(Saved data entries)
******************************

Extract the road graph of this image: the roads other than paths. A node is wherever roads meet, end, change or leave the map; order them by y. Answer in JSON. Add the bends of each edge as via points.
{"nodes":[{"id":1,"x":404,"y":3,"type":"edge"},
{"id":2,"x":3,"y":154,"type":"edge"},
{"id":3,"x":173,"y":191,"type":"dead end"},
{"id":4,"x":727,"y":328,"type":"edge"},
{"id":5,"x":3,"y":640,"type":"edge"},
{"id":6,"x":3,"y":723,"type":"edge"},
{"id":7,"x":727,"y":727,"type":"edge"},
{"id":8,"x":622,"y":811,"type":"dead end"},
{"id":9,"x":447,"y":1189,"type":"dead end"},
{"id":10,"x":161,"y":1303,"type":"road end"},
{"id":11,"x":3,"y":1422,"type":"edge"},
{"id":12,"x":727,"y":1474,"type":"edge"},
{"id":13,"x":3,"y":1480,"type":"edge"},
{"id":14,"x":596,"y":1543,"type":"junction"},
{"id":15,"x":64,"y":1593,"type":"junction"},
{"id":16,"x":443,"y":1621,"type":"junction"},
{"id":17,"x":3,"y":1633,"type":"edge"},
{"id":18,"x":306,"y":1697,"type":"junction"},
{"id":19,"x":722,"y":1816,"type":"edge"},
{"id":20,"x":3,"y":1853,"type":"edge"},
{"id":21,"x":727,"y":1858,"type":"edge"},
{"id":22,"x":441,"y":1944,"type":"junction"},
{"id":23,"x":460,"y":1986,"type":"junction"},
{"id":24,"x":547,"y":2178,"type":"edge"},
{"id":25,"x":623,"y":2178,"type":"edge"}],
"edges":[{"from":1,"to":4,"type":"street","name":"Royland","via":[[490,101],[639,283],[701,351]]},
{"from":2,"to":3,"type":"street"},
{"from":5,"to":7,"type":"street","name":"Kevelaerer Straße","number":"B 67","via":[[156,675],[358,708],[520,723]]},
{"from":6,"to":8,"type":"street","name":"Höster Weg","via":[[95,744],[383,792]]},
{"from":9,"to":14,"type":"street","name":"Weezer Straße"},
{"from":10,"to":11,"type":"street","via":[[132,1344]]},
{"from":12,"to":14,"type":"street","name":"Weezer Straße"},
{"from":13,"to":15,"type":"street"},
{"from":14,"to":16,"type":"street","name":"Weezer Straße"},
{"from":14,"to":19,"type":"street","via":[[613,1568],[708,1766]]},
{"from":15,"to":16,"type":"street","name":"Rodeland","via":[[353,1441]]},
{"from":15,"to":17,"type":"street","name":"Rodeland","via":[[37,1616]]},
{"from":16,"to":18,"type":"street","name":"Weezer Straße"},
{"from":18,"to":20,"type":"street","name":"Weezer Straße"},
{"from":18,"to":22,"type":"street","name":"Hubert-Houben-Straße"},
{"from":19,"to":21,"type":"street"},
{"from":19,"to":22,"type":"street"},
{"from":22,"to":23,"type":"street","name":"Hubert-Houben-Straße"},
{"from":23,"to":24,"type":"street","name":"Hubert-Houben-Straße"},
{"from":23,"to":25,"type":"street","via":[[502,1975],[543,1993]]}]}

******************************

Would you give the data above again, exactly as written?

_ANSWER SPACE_
Extract the road graph of this image: the roads other than paths. A node is wherever roads meet, end, change or leave the map; order them by y. Answer in JSON. Add the bends of each edge as via points.
{"nodes":[{"id":1,"x":404,"y":3,"type":"edge"},
{"id":2,"x":3,"y":154,"type":"edge"},
{"id":3,"x":173,"y":191,"type":"dead end"},
{"id":4,"x":727,"y":328,"type":"edge"},
{"id":5,"x":3,"y":640,"type":"edge"},
{"id":6,"x":3,"y":723,"type":"edge"},
{"id":7,"x":727,"y":727,"type":"edge"},
{"id":8,"x":622,"y":811,"type":"dead end"},
{"id":9,"x":447,"y":1189,"type":"dead end"},
{"id":10,"x":161,"y":1303,"type":"road end"},
{"id":11,"x":3,"y":1422,"type":"edge"},
{"id":12,"x":727,"y":1474,"type":"edge"},
{"id":13,"x":3,"y":1480,"type":"edge"},
{"id":14,"x":596,"y":1543,"type":"junction"},
{"id":15,"x":64,"y":1593,"type":"junction"},
{"id":16,"x":443,"y":1621,"type":"junction"},
{"id":17,"x":3,"y":1633,"type":"edge"},
{"id":18,"x":306,"y":1697,"type":"junction"},
{"id":19,"x":722,"y":1816,"type":"edge"},
{"id":20,"x":3,"y":1853,"type":"edge"},
{"id":21,"x":727,"y":1858,"type":"edge"},
{"id":22,"x":441,"y":1944,"type":"junction"},
{"id":23,"x":460,"y":1986,"type":"junction"},
{"id":24,"x":547,"y":2178,"type":"edge"},
{"id":25,"x":623,"y":2178,"type":"edge"}],
"edges":[{"from":1,"to":4,"type":"street","name":"Royland","via":[[490,101],[639,283],[701,351]]},
{"from":2,"to":3,"type":"street"},
{"from":5,"to":7,"type":"street","name":"Kevelaerer Straße","number":"B 67","via":[[156,675],[358,708],[520,723]]},
{"from":6,"to":8,"type":"street","name":"Höster Weg","via":[[95,744],[383,792]]},
{"from":9,"to":14,"type":"street","name":"Weezer Straße"},
{"from":10,"to":11,"type":"street","via":[[132,1344]]},
{"from":12,"to":14,"type":"street","name":"Weezer Straße"},
{"from":13,"to":15,"type":"street"},
{"from":14,"to":16,"type":"street","name":"Weezer Straße"},
{"from":14,"to":19,"type":"street","via":[[613,1568],[708,1766]]},
{"from":15,"to":16,"type":"street","name":"Rodeland","via":[[353,1441]]},
{"from":15,"to":17,"type":"street","name":"Rodeland","via":[[37,1616]]},
{"from":16,"to":18,"type":"street","name":"Weezer Straße"},
{"from":18,"to":20,"type":"street","name":"Weezer Straße"},
{"from":18,"to":22,"type":"street","name":"Hubert-Houben-Straße"},
{"from":19,"to":21,"type":"street"},
{"from":19,"to":22,"type":"street"},
{"from":22,"to":23,"type":"street","name":"Hubert-Houben-Straße"},
{"from":23,"to":24,"type":"street","name":"Hubert-Houben-Straße"},
{"from":23,"to":25,"type":"street","via":[[502,1975],[543,1993]]}]}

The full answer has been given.